Carlie Webber is running for the Printz; if you're a YALSA member, you either have (or soon will have) your ballot. Eight people are running for four slots on the committee; the YALSA blog has a Q and Q with all candidates.

Carlie is a contributor here at Pop; and also began contributing to Tea Cozy several months ago. Here's a chance to get to know her a little bit better, with a few questions about Printz type matters.

Liz B: How do you define "Young Adult" literature, as opposed to "children's" or "adult"?

Carlie: YA literature should capture the coming-of-age experience and the independence and identity that a teen character gains through it. To me, what separates a YA novel from an adult novel with a teen main character is the lack of perspective on the part of the main character. A YA novel describes coming-of-age events as they happen, with no sense of looking back and thinking about what could've been.

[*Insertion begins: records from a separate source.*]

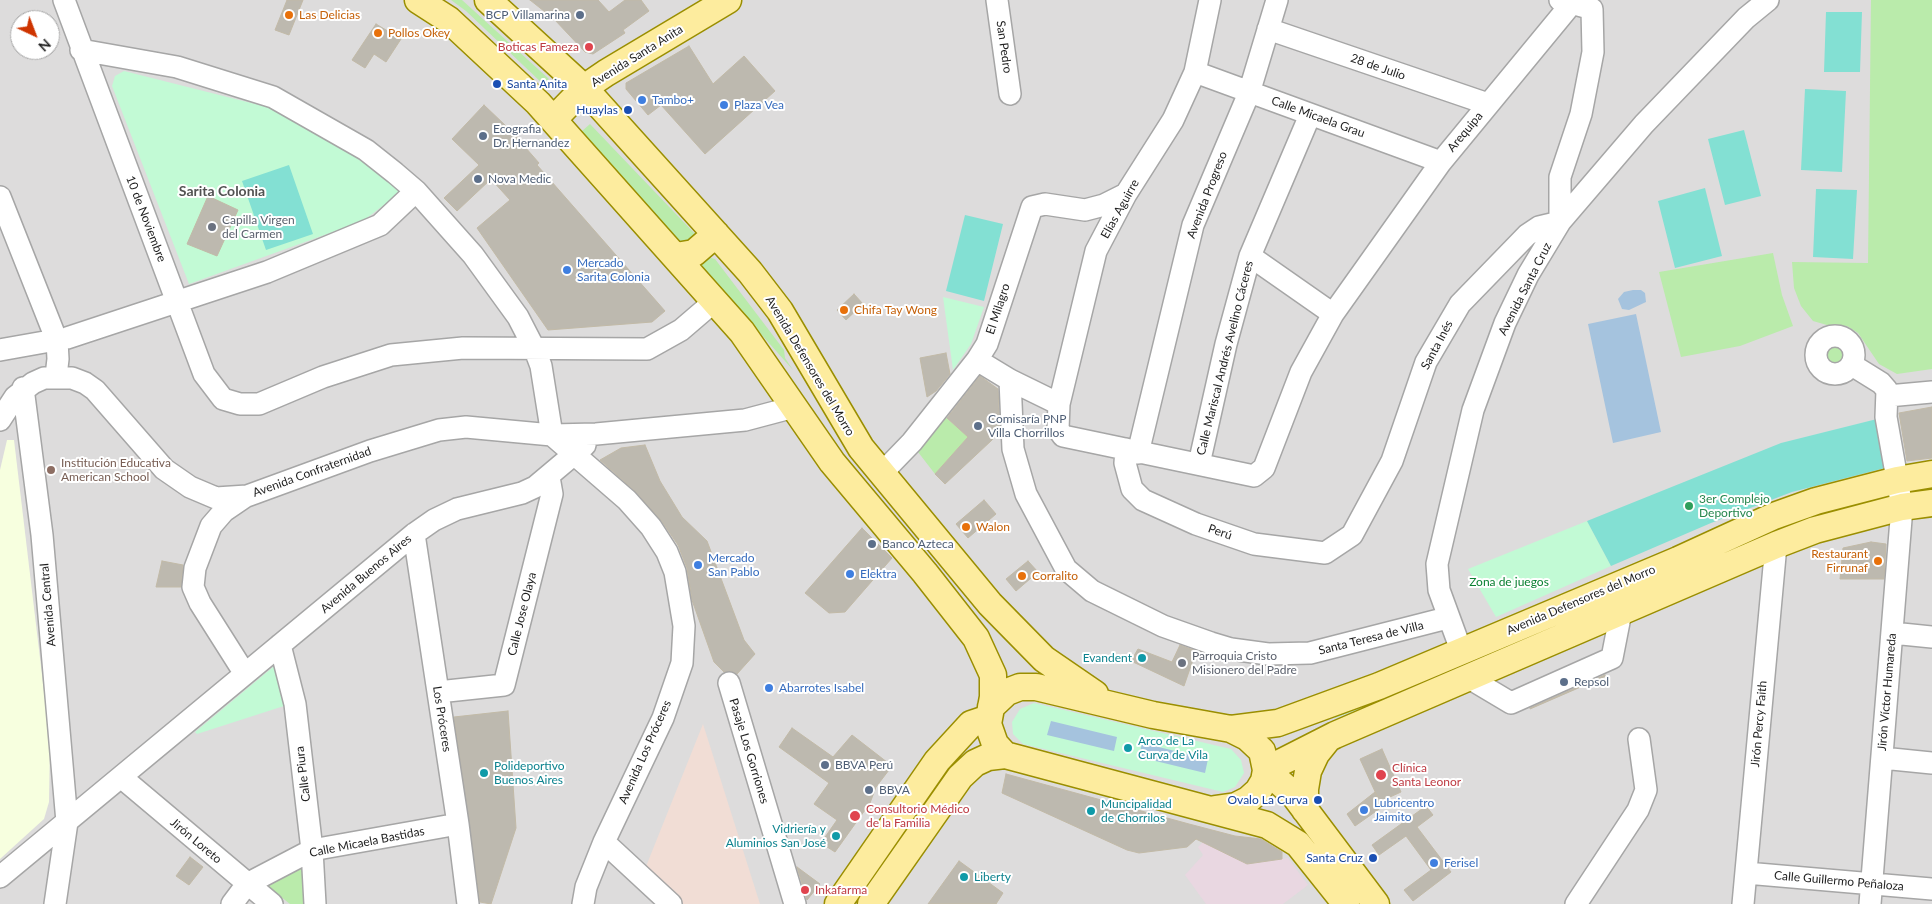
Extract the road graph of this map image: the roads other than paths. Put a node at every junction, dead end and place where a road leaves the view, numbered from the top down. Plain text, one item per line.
1 (64, 0) edge
2 (418, 0) edge
3 (488, 0) edge
4 (728, 0) edge
5 (997, 0) edge
6 (1210, 0) edge
7 (1277, 0) edge
8 (1768, 0) edge
9 (1581, 3) edge
10 (1268, 29) junction
11 (81, 50) junction
12 (1195, 72) junction
13 (584, 88) junction
14 (1249, 93) junction
15 (1010, 94) dead end
16 (1488, 104) junction
17 (1310, 115) junction
18 (553, 120) junction
19 (1440, 162) junction
20 (416, 191) junction
21 (1126, 194) junction
22 (0, 196) edge
23 (1560, 222) junction
24 (716, 234) junction
25 (676, 256) junction
26 (1250, 256) junction
27 (716, 300) junction
28 (178, 302) junction
29 (1333, 314) junction
30 (57, 341) junction
31 (0, 350) edge
32 (536, 350) junction
33 (977, 360) junction
34 (1852, 365) dead end
35 (56, 376) junction
36 (1010, 380) junction
37 (24, 388) junction
38 (1932, 392) edge
39 (1888, 396) junction
40 (1058, 404) junction
41 (794, 407) junction
42 (0, 420) edge
43 (596, 434) junction
44 (552, 435) junction
45 (1132, 451) junction
46 (575, 454) junction
47 (1199, 464) junction
48 (881, 474) junction
49 (1932, 474) edge
50 (549, 477) junction
51 (1897, 480) junction
52 (247, 496) junction
53 (1932, 503) edge
54 (1902, 507) junction
55 (414, 534) junction
56 (1352, 535) joint
57 (1776, 545) junction
58 (1621, 612) junction
59 (1447, 618) junction
60 (1892, 633) junction
61 (1932, 636) edge
62 (280, 645) junction
63 (1461, 650) junction
64 (246, 674) junction
65 (1469, 678) junction
66 (729, 683) dead end
67 (438, 692) junction
68 (1113, 704) junction
69 (990, 712) junction
70 (1231, 729) junction
71 (1328, 739) junction
72 (1639, 739) dead end
73 (1006, 755) junction
74 (1882, 758) junction
75 (1932, 763) edge
76 (1266, 770) junction
77 (121, 777) junction
78 (1209, 809) junction
79 (1305, 810) junction
80 (67, 822) junction
81 (458, 824) junction
82 (604, 842) junction
83 (312, 850) junction
84 (1746, 873) junction
85 (0, 877) edge
86 (247, 884) junction
87 (1932, 889) edge
88 (1871, 895) edge
89 (55, 904) edge
90 (232, 904) edge
91 (272, 904) edge
92 (315, 904) edge
93 (468, 904) edge
94 (583, 904) edge
95 (672, 904) edge
96 (795, 904) edge
97 (838, 904) edge
98 (871, 904) edge
99 (1346, 904) edge
100 (1376, 904) edge
101 (1576, 904) edge
102 (1743, 904) edge

1 - 11 street, 10 de Noviembre
2 - 18 main road
3 - 13 main road, Avenida Defensores del Morro
4 - 13 main road, Avenida Santa Anita
5 - 15 street, San Pedro
6 - 12 street, Elías Aguirre
7 - 10 street, Avenida Progreso
8 - 23 street, Avenida Santa Cruz
9 - 16 street, Arequipa
9 - 23 street, Arequipa
10 - 14 street, Avenida Progreso
10 - 16 street, 28 de Julio
11 - 20 street
11 - 28 street, 10 de Noviembre
12 - 14 street, Calle Micaela Grau
12 - 21 street, Elías Aguirre
13 - 18 main road, Avenida Santa Anita
13 - 24 main road, Avenida Defensores del Morro
14 - 17 street, Calle Micaela Grau
14 - 45 street, Avenida Progreso
16 - 19 street, Arequipa
17 - 19 street, Calle Micaela Grau
17 - 26 street, Calle Mariscal Andrés Avelino Cáceres
18 - 25 main road
19 - 29 street, Arequipa
20 - 28 street
20 - 32 street
21 - 33 street, El Milagro
21 - 40 street, Elías Aguirre
22 - 30 street
23 - 56 street, Santa Inés
23 - 59 street, Avenida Santa Cruz
24 - 25 main road
24 - 48 main road, Avenida Defensores del Morro
25 - 27 main road
26 - 29 street
26 - 47 street, Calle Mariscal Andrés Avelino Cáceres
27 - 32 street
27 - 41 main road
28 - 30 street
28 - 32 street, 10 de Noviembre
29 - 47 street, Arequipa
30 - 31 street
30 - 35 street
32 - 44 street
33 - 36 street
33 - 48 street, El Milagro
34 - 39 street
35 - 37 street
35 - 52 street, Avenida Confraternidad
36 - 40 street
36 - 59 street, Santa Teresa de Villa
37 - 42 street
37 - 80 street, Avenida Central
38 - 39 street
39 - 51 street, Jirón Víctor Humareda
40 - 45 street, Elías Aguirre
41 - 43 street
41 - 69 main road
43 - 44 street, Avenida Confraternidad
43 - 46 street, Avenida Buenos Aires
44 - 46 street, Avenida Los Próceres
44 - 52 street, Avenida Confraternidad
45 - 47 street
45 - 56 street, Perú
46 - 50 street, Avenida Buenos Aires
46 - 82 street, Avenida Los Próceres
48 - 68 main road, Avenida Defensores del Morro
49 - 51 main road, Avenida Defensores del Morro
50 - 55 street, Avenida Buenos Aires
50 - 67 street, Calle Jose Olaya
51 - 54 street, Jirón Víctor Humareda
51 - 63 main road, Avenida Defensores del Morro
52 - 64 street
53 - 54 main road
54 - 57 main road
54 - 60 street, Jirón Víctor Humareda
55 - 62 street, Avenida Buenos Aires
55 - 67 street, Los Próceres
57 - 58 main road
57 - 84 street, Jirón Percy Faith
58 - 65 main road
58 - 65 street
59 - 63 street, Avenida Santa Cruz
60 - 61 street
60 - 74 street, Jirón Víctor Humareda
62 - 64 street, Avenida Buenos Aires
62 - 83 street, Calle Piura
63 - 70 main road, Avenida Defensores del Morro
64 - 77 street, Avenida Buenos Aires
65 - 71 main road
66 - 96 street, Pasaje Los Gorriones
67 - 81 street, Los Próceres
68 - 69 main road, Avenida Defensores del Morro
68 - 70 main road, Avenida Defensores del Morro
69 - 73 main road
69 - 97 main road, Avenida Defensores del Morro
70 - 76 main road, Avenida Defensores del Morro
71 - 76 main road
71 - 79 main road
72 - 101 street
73 - 78 main road
73 - 98 main road
74 - 75 street
74 - 88 street, Jirón Víctor Humareda
76 - 78 main road
76 - 79 main road
77 - 80 street, Avenida Buenos Aires
77 - 86 street, Jirón Loreto
78 - 99 main road
79 - 100 main road
80 - 85 street, Avenida Buenos Aires
80 - 89 street, Avenida Central
81 - 83 street, Calle Micaela Bastidas
81 - 93 street, Los Próceres
82 - 94 street, Avenida Los Próceres
82 - 95 street
83 - 86 street, Calle Micaela Bastidas
83 - 92 street, Calle Piura
84 - 88 street, Calle Guillermo Peñaloza
84 - 102 street, Jirón Percy Faith
86 - 90 street, Calle Micaela Bastidas
86 - 91 street, Jirón Loreto
87 - 88 street, Calle Guillermo Peñaloza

Regarding the separation of children's literature from YA, I have a few points. The age of the main character is the obvious one. The not-so-obvious one is looking at the coming-of-age events I mentioned before. In a YA novel, the main character has a definite separation from his or her parents, establishing independence. Events will happen that will make the main character reconsider the world he or she knows and s/he'll take the first steps towards establishing a place of his/her own within it. There are some novels that there's an argument for either way, children's versus YA, but the establishment of independence separate from parents is a big litmus test for me.

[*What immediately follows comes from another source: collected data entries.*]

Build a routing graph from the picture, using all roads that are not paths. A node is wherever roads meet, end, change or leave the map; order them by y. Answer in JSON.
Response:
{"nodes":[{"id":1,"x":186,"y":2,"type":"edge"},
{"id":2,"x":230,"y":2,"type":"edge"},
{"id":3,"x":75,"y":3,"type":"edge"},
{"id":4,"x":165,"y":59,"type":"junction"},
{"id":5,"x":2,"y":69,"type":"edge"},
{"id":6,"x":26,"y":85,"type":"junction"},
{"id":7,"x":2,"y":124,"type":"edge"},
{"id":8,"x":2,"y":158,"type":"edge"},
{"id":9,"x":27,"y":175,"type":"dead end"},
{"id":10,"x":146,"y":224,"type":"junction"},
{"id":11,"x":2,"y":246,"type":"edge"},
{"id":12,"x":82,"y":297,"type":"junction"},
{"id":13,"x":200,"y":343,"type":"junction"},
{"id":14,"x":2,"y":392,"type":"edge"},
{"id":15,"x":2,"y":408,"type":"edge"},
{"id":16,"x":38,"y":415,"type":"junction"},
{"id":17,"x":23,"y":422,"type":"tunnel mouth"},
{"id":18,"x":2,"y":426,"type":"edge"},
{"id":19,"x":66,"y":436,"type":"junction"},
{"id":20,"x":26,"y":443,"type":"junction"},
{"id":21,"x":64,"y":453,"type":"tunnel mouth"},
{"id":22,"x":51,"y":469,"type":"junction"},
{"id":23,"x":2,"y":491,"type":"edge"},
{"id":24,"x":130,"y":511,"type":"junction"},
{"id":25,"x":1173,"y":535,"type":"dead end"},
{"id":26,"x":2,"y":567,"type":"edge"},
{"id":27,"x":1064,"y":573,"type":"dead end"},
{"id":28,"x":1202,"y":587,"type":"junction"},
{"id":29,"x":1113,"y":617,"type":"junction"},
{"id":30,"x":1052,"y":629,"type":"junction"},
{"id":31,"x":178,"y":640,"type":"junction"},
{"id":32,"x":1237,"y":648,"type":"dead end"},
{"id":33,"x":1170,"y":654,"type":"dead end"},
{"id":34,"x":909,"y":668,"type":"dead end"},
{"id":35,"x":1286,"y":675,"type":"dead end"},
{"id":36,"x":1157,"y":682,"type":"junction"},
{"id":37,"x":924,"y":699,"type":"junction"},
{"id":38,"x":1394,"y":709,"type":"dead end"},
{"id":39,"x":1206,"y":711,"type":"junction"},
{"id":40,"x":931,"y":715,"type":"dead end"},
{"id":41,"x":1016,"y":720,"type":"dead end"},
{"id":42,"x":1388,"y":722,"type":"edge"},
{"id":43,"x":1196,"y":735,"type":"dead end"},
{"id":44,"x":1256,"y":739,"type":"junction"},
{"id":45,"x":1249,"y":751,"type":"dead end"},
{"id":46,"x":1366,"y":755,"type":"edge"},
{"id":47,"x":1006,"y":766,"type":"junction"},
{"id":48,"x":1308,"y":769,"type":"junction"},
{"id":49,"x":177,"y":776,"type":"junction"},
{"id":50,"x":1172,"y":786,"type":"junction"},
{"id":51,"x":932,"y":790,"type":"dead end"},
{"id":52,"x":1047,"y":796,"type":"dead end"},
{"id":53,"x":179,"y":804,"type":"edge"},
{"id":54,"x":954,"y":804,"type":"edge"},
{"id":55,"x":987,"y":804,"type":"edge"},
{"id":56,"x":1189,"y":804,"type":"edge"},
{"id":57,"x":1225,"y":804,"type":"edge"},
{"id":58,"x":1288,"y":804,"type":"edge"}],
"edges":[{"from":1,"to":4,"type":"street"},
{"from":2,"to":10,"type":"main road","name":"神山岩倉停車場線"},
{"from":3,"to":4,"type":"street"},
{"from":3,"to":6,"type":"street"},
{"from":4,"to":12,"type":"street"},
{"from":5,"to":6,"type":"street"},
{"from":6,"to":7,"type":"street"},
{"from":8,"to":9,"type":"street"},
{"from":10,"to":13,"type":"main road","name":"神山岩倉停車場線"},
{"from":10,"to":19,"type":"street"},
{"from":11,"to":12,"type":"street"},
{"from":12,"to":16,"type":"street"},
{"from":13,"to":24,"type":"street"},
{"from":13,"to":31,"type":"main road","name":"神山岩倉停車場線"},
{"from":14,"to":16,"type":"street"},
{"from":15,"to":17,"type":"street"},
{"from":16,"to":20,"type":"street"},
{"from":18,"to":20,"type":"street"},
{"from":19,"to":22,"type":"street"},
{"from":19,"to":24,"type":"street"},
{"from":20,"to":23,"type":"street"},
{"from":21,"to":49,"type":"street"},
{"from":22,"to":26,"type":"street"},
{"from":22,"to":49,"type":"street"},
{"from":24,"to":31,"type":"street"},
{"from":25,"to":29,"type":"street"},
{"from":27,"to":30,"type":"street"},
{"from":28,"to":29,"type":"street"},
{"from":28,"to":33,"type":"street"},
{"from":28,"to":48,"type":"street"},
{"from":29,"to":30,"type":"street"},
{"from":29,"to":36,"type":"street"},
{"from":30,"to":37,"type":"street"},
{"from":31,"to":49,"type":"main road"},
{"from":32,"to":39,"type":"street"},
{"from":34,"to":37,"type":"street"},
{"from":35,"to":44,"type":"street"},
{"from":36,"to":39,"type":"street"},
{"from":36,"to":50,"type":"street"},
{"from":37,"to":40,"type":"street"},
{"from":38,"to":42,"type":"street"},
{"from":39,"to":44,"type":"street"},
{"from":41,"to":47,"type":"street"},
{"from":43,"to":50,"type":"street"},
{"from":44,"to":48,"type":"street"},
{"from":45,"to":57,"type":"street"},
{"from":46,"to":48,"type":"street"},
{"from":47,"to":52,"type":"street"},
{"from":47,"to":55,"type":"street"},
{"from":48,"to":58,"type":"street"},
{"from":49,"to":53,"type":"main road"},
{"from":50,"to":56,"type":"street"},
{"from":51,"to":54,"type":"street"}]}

Liz B: This is cheating a bit, but I liked this question when YALSA Blog asked it last year. Give us one YA title, published in 1998 or before, that you think would have made an excellent Printz Award Winner if the award had been in existence then?

Carlie: I know the popular answers to this question are The Golden Compass and Weetzie Bat, but I'm going to be the maverick here and say Rats Saw God by Rob Thomas.

Half of what makes a book literary is how the author chooses to use language in the context of his or her setting. Thomas used language and first person perspective to emphasize how Steve York's view of himself changed as he wrote the essay. As a result of these language choices the reader saw Steve as raw, simultaneously bewildered and jaded by his relationships with his father and Dub, and Thomas created someone unforgettable. The sort of bitter humor Thomas used is something we've seen in a number of lauded books lately, like The Absolutely True Diary of a Part-Time Indian by Sherman Alexie and An Abundance of Katherines by John Green.

Liz B: What is your pop-culture area of expertise?

Carlie: I have a few of those!

First, classic and hard rock. As I explain to fellow fans of Supernatural, I have Dean Winchester's taste in music. Some of my favorite bands include Led Zeppelin, Rush, Shinedown, AC/DC, Seether, Audioslave, Nirvana, and Velvet Revolver. I even filled out the 92.3 K-Rock March Bracket Brawl...but I lost because I picked Tom Petty to win over Pink Floyd in today's afternoon round.

Second, crime shows. Much of the father-daughter bonding in my parents' home was done over episodes of Law & Order and I've never lost my love of crimesolver shows, both fictional and documentary. My current favorites are Numb3rs and NCIS, and I thought Cynthia Nixon was completely brilliant on Law & Order: SVU earlier this season.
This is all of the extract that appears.